Die London Metal Exchange (LME) – Wie entsteht eigentlich der Aluminium-Preis?


Preise sind keine Willkür, sondern ergeben sich aus Angebot und Nachfrage. Die Abläufe dahinter sind aber wenigen Menschen geläufig, so auch im Fall der NE-Metalle. Zum Beispiel Aluminium, dessen Preis sich am Kurs der London Metal Exchange orientiert.

Die Börsenhandelsgesellschaft „London Metal Market and Exchange Company“ besteht bereits seit 1877. Erst wurden nur Kupfer und Zinn sowie Roheisen gehandelt. Im Jahr 1978 wurde der erste Aluminium-Kontrakt (Primary Aluminium) und 1992 der Aluminium Alloy-Kontrakt eingeführt. Entsprechend konnte der Preis von Aluminium an Angebot und Nachfrage gemessen werden. Die LME ist inzwischen als Referenzkurs für NE-Metalle weltweit anerkannt und bildet so den Weltpreisindikator. Es ist der weltgrößte Handelsplatz für NE-Metalle.

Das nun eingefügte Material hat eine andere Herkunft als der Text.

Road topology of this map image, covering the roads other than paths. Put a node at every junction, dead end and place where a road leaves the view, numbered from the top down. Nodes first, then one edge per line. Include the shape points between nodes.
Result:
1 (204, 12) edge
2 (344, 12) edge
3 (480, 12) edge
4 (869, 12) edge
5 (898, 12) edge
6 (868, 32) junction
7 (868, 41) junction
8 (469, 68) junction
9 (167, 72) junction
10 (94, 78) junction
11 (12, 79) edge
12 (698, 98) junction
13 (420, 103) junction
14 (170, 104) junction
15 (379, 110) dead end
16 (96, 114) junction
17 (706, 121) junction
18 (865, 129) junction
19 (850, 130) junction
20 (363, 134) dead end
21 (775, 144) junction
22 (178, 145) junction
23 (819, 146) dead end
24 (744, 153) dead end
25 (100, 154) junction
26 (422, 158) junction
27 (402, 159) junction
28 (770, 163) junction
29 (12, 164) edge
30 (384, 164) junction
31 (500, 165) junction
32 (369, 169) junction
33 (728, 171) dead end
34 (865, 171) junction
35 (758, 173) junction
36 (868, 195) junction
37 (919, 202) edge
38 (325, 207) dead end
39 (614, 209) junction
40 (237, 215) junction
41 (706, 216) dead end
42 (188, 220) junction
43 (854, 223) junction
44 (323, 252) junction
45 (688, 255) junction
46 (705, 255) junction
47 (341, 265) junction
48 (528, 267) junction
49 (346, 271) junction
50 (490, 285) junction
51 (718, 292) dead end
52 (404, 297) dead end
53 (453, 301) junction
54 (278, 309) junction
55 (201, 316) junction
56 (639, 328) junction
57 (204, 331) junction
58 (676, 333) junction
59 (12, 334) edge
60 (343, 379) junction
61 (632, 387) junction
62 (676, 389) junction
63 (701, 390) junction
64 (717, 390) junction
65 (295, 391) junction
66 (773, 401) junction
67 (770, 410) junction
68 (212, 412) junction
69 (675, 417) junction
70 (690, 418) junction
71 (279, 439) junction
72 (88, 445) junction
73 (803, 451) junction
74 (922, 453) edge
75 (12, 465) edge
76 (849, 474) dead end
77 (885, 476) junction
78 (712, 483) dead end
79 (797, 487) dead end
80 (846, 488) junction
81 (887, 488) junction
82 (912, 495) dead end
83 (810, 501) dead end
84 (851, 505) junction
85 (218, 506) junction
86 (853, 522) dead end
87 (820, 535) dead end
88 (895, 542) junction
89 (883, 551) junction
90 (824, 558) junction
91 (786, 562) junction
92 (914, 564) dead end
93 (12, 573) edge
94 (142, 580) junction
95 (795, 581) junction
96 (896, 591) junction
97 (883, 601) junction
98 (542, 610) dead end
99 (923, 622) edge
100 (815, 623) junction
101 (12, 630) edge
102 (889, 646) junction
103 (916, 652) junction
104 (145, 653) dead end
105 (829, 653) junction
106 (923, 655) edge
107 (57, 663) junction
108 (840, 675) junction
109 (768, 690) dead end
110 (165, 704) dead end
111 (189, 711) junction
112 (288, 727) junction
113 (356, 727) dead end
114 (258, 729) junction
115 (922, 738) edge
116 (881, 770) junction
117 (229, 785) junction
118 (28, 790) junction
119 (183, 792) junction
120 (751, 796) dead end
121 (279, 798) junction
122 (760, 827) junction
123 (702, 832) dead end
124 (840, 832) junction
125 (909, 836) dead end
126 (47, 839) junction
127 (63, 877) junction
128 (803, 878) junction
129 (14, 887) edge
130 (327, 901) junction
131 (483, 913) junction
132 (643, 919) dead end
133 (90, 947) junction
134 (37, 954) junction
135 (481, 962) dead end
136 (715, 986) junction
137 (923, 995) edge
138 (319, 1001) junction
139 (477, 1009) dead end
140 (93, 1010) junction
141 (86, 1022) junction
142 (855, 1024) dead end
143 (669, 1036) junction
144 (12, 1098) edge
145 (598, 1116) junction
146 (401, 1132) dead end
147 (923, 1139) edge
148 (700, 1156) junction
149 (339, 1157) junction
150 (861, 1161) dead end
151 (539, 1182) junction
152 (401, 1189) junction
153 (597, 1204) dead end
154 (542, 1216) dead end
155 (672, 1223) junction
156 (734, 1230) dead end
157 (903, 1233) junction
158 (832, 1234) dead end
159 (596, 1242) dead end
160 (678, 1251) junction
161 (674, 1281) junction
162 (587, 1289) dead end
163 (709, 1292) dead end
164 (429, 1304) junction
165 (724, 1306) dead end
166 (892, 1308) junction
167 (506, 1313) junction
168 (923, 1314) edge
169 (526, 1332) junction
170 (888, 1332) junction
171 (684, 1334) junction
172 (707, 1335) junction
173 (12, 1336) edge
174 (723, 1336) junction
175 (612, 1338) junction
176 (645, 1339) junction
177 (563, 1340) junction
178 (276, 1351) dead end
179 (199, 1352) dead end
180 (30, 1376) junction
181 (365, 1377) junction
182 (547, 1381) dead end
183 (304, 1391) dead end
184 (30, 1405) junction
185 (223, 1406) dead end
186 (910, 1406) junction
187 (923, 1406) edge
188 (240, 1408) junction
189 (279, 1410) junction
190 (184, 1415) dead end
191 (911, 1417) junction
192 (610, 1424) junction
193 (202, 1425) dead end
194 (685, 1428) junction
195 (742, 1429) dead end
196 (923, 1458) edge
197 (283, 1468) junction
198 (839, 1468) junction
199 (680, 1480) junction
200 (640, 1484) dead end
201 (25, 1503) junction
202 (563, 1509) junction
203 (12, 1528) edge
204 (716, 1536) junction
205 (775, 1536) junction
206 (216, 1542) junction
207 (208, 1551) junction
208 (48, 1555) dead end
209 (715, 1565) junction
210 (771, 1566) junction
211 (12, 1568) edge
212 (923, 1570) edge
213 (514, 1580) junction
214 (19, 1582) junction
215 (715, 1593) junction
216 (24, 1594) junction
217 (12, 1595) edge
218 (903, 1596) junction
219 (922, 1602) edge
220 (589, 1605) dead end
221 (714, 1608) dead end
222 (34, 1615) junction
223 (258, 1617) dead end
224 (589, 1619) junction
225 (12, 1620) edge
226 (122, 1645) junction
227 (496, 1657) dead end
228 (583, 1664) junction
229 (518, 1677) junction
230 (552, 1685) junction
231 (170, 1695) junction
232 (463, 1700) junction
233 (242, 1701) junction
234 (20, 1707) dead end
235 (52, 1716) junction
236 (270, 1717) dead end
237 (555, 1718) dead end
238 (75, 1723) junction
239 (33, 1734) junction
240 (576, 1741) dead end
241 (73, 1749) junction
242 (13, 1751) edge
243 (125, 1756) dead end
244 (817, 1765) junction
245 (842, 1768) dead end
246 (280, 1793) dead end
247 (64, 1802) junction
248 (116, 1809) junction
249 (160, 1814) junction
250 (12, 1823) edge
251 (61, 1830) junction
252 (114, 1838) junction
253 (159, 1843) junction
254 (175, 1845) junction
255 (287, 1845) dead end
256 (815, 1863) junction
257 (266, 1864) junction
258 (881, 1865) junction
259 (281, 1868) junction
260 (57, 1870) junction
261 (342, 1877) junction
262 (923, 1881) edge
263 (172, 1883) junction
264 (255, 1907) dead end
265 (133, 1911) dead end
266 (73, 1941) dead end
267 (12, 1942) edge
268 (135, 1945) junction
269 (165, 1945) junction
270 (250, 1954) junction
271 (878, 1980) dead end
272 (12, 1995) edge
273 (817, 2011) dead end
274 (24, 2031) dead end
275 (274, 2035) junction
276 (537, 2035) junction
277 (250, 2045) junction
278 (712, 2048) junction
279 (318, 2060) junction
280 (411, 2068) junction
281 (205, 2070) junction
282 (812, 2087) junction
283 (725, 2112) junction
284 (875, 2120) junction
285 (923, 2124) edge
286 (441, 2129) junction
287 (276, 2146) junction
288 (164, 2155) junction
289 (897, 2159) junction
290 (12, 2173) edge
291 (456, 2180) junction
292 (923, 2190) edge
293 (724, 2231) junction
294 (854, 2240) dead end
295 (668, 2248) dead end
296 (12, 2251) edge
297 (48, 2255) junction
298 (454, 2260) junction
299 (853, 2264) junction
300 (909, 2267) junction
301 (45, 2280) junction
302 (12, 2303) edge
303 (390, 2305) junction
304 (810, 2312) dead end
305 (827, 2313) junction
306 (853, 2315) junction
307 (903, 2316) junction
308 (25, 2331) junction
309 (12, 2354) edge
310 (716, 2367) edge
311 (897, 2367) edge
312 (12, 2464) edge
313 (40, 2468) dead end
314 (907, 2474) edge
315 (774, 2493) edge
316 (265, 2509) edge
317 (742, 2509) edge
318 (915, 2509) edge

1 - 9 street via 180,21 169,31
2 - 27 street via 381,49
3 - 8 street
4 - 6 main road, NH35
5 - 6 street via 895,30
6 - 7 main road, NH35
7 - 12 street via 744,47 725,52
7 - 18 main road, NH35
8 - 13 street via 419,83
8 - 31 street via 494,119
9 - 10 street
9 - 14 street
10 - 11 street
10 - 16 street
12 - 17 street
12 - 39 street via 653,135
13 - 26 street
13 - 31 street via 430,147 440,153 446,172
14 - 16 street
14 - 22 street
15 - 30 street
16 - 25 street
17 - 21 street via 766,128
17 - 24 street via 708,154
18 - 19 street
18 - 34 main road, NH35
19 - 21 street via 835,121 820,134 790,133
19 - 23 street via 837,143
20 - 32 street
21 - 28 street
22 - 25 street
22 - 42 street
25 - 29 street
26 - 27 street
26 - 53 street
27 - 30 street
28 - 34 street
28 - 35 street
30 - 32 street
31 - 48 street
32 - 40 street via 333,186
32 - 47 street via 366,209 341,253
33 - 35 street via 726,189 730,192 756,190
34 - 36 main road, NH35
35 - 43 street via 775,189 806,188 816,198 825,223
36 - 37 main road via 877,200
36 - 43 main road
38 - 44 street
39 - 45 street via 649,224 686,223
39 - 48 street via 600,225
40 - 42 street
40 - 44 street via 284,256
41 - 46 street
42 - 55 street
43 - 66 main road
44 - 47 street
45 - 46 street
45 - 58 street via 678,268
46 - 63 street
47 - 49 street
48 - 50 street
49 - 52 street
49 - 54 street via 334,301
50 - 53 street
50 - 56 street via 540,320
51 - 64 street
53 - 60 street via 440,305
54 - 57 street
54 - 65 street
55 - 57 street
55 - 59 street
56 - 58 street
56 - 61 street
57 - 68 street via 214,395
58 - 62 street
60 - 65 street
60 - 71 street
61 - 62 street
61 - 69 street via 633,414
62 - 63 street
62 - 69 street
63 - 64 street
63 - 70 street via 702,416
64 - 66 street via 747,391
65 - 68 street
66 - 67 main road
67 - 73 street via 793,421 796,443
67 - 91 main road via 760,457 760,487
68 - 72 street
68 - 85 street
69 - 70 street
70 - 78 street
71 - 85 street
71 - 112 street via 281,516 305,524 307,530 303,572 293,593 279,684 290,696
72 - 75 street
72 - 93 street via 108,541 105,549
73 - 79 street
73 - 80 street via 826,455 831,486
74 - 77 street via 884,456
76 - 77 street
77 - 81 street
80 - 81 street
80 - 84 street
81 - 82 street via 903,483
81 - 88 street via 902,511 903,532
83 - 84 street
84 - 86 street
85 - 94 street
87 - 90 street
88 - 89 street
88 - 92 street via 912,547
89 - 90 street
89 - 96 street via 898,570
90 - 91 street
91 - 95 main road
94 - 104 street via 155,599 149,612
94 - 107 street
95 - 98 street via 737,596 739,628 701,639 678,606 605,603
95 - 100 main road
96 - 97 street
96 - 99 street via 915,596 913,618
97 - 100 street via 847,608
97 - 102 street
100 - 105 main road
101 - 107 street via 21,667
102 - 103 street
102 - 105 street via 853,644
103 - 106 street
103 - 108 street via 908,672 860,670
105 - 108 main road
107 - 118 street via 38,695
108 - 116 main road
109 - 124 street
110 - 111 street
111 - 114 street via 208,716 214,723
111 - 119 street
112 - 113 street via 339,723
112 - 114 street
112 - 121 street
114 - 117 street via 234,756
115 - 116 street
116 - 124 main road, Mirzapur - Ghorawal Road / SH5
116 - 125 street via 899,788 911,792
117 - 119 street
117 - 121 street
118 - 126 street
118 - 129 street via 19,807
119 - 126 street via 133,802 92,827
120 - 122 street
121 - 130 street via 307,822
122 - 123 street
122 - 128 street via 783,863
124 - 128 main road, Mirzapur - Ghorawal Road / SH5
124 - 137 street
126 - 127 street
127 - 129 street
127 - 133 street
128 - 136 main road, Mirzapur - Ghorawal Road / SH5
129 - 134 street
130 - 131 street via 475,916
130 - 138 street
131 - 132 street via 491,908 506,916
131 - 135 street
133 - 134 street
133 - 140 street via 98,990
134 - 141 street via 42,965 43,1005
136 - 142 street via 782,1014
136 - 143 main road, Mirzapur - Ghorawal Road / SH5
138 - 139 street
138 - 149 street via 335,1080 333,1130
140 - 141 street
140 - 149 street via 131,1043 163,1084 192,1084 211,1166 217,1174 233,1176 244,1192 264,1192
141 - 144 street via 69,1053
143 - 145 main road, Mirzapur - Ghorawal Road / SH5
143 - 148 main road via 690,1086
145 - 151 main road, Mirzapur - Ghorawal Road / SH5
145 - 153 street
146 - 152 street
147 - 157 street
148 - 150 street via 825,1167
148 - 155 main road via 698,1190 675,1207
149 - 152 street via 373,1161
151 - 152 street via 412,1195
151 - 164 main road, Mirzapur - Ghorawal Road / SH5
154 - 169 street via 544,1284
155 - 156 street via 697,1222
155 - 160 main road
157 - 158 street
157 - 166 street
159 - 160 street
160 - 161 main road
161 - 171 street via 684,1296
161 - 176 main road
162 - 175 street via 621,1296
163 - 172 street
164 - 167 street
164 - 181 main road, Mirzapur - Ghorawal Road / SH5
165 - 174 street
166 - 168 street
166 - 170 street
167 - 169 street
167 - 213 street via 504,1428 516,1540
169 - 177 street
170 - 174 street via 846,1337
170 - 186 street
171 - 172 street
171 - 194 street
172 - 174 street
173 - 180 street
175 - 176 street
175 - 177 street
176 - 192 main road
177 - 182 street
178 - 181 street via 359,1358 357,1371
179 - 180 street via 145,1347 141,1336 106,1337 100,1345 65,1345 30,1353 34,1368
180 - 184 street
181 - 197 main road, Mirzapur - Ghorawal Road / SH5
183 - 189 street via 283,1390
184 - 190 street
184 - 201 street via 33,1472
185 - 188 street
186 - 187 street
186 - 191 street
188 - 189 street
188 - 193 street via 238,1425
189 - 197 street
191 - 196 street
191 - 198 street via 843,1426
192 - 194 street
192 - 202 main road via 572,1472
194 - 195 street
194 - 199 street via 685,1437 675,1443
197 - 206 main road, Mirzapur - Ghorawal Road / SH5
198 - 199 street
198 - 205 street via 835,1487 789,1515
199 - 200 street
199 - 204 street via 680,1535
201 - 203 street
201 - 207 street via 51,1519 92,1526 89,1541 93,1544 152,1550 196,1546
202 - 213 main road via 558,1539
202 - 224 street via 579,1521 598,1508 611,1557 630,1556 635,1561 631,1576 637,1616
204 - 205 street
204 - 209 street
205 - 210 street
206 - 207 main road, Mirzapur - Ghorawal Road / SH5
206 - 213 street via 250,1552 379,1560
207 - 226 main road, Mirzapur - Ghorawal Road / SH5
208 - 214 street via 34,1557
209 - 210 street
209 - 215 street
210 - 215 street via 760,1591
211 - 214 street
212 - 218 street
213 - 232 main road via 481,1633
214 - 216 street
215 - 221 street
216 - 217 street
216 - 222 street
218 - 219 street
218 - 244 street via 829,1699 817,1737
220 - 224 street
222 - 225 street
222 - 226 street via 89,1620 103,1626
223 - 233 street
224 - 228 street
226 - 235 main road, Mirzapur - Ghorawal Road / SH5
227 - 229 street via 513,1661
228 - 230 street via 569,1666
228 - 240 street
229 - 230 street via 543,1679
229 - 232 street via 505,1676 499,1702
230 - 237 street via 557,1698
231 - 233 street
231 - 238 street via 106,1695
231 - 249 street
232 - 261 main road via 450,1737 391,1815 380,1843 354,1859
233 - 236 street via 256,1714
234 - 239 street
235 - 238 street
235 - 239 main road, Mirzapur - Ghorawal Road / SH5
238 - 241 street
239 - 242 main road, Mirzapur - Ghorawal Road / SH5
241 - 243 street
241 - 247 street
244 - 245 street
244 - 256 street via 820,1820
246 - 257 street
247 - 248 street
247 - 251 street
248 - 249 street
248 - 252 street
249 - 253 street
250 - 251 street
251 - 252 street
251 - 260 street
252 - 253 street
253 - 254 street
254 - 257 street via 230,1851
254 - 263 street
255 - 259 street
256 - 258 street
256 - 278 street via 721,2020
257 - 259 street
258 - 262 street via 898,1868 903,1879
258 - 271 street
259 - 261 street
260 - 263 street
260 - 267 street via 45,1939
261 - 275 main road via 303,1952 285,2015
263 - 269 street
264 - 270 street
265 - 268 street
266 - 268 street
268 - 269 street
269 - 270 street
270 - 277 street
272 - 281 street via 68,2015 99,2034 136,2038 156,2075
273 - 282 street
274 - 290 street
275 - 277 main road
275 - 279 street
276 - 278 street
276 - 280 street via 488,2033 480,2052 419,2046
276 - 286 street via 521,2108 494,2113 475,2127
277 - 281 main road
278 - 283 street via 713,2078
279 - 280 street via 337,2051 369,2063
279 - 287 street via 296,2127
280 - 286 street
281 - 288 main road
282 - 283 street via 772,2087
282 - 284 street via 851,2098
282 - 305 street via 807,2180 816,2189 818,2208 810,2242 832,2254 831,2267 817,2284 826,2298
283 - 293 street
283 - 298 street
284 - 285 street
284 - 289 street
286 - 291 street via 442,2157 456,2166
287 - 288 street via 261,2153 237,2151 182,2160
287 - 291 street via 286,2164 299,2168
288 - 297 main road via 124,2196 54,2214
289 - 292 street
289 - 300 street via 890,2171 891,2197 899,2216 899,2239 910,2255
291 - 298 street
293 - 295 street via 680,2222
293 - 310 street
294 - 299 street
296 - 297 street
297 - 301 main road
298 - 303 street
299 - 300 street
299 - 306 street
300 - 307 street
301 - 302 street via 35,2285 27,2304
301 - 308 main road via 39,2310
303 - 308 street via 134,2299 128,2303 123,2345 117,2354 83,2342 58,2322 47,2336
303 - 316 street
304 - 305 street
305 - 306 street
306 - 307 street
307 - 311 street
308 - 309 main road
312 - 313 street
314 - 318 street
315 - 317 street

Welcher Preis am Ende für das Material bezahlt werden muss, entscheidet sich im Handelsraum der Börse. Dank seiner runden Form auch „Der Ring“ genannt. Hier sitzt ab 11:40 Uhr Londoner Zeit je ein Händler einer zugelassenen Firma und trägt zur lauten Geräuschkulisse bei. Informationen, Preise, Mengen und weitere Angebote werden durch die Halle gerufen. Auch die weltpolitische Situation beeinflusst die Verhandlungen. Im 5-Minuten-Takt werden die einzelnen Metalle gehandelt. Nach Ablauf der 5 Minuten unterbricht eine Glocke das Geschrei und das nächste Metall wird gehandelt. Wenn alle Metalle gehandelt wurden, gibt es eine kurze Pause (auch Intervall genannt).

Nach der Pause beginnt der zweite Ring, der im Grunde genauso abläuft wie der erste, nur geht es nun noch turbulenter zu, da nach diesem Ring der Weltmarktpreis für jedes Metall festgesetzt wird. Die jeweils zuletzt getätigten Abschlüsse definieren den offiziellen Kurs in US-Dollar (LME Officials). Diese dienen als Basispreis für die physischen Kontrakte.